Saved data entries:
········

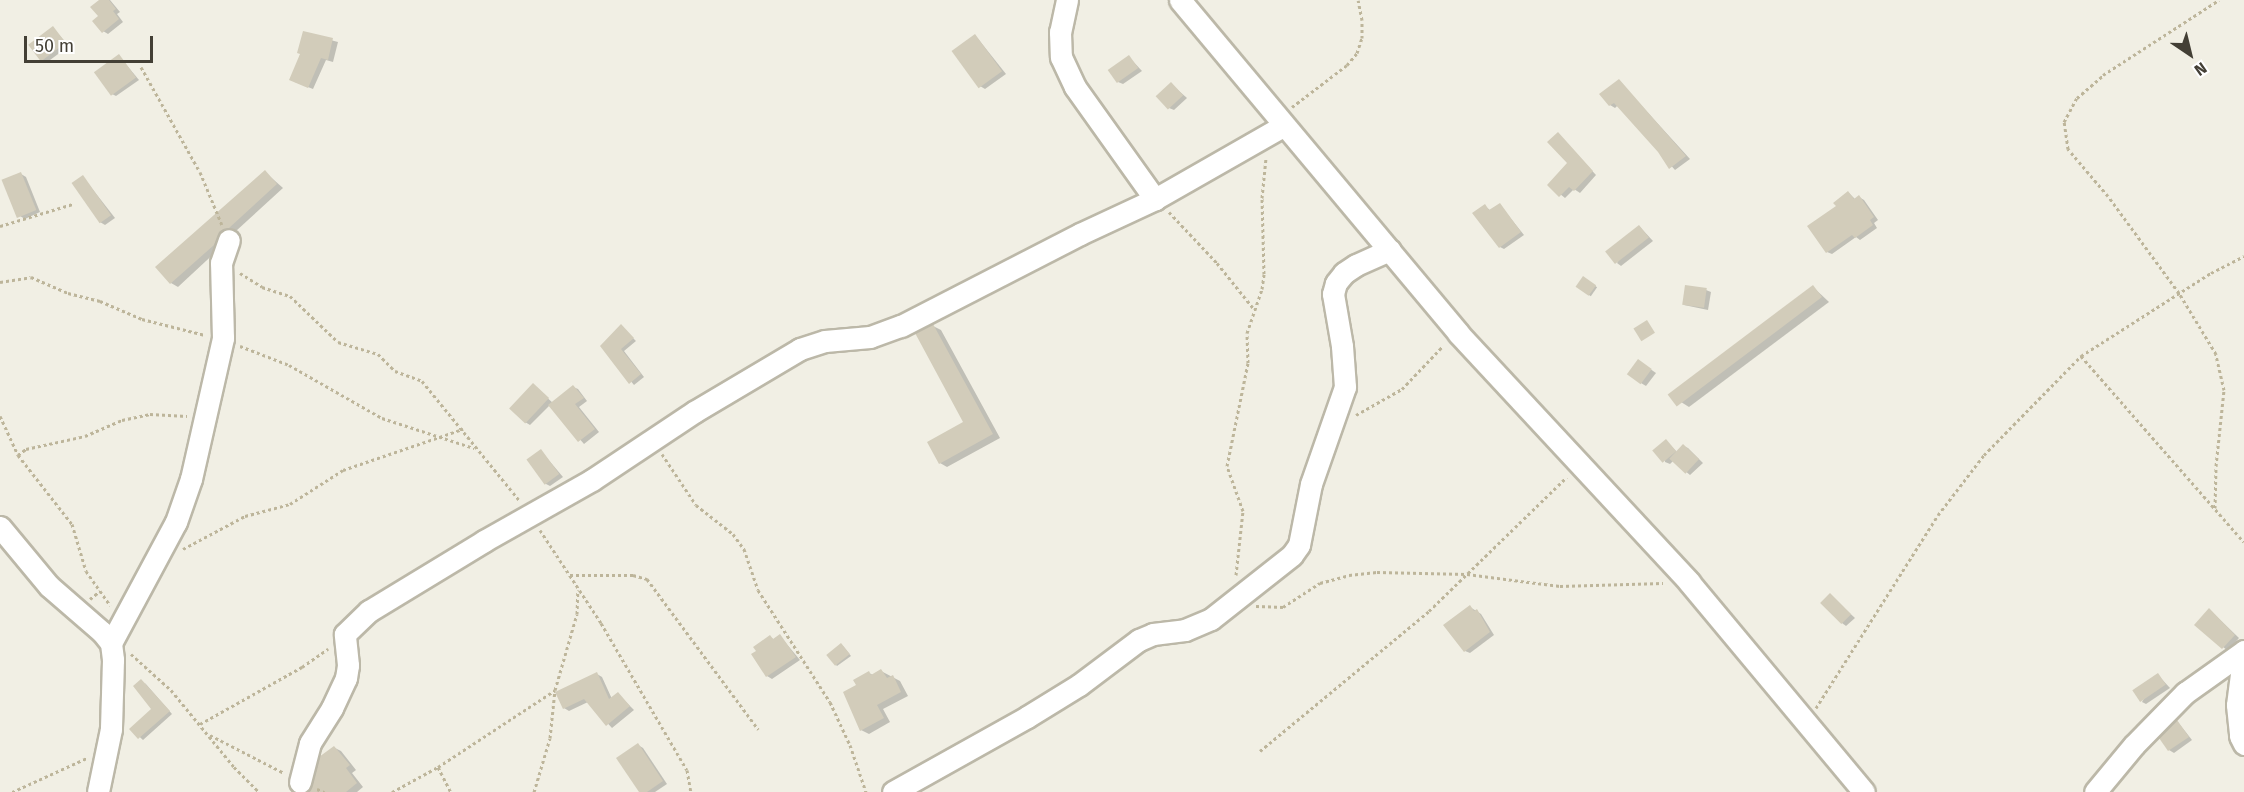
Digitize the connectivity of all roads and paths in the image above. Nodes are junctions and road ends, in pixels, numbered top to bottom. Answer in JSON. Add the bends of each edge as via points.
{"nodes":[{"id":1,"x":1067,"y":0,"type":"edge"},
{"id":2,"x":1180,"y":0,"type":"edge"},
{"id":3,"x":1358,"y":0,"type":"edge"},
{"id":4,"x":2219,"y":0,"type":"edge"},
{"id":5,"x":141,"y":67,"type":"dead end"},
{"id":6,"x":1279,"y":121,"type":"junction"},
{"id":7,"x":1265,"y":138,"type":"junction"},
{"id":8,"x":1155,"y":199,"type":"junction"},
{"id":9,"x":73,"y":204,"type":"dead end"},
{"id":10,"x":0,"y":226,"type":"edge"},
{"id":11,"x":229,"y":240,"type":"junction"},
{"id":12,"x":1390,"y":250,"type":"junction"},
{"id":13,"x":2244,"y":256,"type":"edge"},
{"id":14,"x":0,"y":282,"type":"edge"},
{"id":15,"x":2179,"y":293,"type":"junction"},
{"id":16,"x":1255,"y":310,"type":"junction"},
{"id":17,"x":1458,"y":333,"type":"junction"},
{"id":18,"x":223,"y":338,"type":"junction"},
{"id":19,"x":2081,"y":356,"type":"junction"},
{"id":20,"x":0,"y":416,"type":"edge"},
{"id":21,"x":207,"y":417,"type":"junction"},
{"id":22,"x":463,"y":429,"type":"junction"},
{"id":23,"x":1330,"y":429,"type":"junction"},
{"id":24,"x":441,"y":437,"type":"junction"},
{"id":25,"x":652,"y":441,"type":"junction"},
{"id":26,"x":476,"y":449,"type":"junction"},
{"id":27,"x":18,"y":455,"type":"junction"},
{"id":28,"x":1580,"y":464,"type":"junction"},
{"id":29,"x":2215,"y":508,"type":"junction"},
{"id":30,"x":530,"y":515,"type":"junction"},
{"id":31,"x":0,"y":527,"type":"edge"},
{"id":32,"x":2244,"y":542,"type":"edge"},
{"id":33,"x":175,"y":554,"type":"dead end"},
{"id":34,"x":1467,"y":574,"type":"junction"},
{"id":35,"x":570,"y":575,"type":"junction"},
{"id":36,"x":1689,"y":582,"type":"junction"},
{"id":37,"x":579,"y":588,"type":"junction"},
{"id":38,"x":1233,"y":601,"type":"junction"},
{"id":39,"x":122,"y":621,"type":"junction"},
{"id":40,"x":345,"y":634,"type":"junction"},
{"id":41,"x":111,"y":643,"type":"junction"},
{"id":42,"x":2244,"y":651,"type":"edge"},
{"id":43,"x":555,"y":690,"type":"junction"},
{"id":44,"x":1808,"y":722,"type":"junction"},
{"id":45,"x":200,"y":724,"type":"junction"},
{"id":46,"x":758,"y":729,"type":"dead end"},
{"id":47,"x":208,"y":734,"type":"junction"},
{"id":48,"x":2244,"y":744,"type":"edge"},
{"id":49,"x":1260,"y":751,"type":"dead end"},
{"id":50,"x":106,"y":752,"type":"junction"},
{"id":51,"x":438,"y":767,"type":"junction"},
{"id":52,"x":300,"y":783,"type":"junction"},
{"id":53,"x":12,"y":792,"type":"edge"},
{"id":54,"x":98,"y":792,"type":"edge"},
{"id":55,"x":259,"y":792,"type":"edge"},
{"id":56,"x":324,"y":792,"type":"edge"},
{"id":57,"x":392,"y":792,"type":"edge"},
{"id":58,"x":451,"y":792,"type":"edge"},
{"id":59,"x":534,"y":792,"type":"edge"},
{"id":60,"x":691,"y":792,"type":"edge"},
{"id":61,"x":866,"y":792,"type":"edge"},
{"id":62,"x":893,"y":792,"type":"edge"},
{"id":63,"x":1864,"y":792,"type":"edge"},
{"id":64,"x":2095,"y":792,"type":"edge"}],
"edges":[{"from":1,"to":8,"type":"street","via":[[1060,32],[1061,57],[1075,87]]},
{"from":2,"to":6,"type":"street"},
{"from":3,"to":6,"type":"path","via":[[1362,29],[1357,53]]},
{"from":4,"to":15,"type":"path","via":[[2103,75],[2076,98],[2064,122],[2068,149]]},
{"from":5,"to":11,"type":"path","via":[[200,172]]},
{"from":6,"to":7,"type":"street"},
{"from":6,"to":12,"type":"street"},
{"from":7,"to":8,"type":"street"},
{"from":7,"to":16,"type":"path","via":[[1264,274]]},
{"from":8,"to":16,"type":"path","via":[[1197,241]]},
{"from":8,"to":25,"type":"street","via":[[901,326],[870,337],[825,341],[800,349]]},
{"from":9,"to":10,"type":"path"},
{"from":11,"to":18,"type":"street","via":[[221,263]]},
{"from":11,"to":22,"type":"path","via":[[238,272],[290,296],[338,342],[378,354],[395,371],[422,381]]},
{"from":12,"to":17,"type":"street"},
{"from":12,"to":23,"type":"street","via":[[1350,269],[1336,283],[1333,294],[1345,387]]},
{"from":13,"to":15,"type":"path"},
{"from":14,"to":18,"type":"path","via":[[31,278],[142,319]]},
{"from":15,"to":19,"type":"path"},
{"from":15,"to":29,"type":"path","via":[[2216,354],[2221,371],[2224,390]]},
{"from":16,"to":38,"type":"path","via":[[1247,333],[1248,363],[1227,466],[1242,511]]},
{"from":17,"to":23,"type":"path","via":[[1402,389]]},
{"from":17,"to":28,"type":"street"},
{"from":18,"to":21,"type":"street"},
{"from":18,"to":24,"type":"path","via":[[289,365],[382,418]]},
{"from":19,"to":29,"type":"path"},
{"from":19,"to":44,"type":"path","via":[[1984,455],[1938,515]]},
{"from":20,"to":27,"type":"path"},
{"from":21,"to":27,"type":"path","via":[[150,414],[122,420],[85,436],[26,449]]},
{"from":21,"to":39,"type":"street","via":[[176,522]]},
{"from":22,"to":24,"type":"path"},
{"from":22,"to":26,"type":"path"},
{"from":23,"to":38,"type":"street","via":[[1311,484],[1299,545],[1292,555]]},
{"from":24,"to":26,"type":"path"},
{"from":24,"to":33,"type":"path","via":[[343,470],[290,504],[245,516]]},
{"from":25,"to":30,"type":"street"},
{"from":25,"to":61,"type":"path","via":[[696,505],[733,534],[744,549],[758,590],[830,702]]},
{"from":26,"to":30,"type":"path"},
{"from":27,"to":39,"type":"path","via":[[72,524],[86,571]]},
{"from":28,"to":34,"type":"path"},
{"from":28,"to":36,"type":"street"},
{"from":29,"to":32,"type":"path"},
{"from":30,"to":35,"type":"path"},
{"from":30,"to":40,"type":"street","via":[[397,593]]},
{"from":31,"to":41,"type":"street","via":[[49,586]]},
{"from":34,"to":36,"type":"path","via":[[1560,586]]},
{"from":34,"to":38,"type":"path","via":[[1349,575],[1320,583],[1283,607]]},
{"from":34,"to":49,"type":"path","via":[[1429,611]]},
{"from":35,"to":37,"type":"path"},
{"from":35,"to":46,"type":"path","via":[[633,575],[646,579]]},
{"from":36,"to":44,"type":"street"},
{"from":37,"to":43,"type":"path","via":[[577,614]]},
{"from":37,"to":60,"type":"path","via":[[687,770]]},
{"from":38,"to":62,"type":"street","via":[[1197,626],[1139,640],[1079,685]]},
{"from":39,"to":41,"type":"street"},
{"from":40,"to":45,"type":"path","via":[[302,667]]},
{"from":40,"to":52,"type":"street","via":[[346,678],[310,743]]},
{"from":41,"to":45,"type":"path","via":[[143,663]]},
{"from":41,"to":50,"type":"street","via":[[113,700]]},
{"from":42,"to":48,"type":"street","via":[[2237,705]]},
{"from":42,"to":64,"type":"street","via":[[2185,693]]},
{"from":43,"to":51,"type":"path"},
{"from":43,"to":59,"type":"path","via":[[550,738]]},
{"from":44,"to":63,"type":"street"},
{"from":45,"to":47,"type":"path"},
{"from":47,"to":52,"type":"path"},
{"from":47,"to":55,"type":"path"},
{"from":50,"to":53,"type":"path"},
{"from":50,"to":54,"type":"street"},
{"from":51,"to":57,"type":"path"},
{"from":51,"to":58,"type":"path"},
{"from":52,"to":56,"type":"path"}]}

········

Among the lines above, find those with the string "dead" and copy them.

{"id":5,"x":141,"y":67,"type":"dead end"},
{"id":9,"x":73,"y":204,"type":"dead end"},
{"id":33,"x":175,"y":554,"type":"dead end"},
{"id":46,"x":758,"y":729,"type":"dead end"},
{"id":49,"x":1260,"y":751,"type":"dead end"},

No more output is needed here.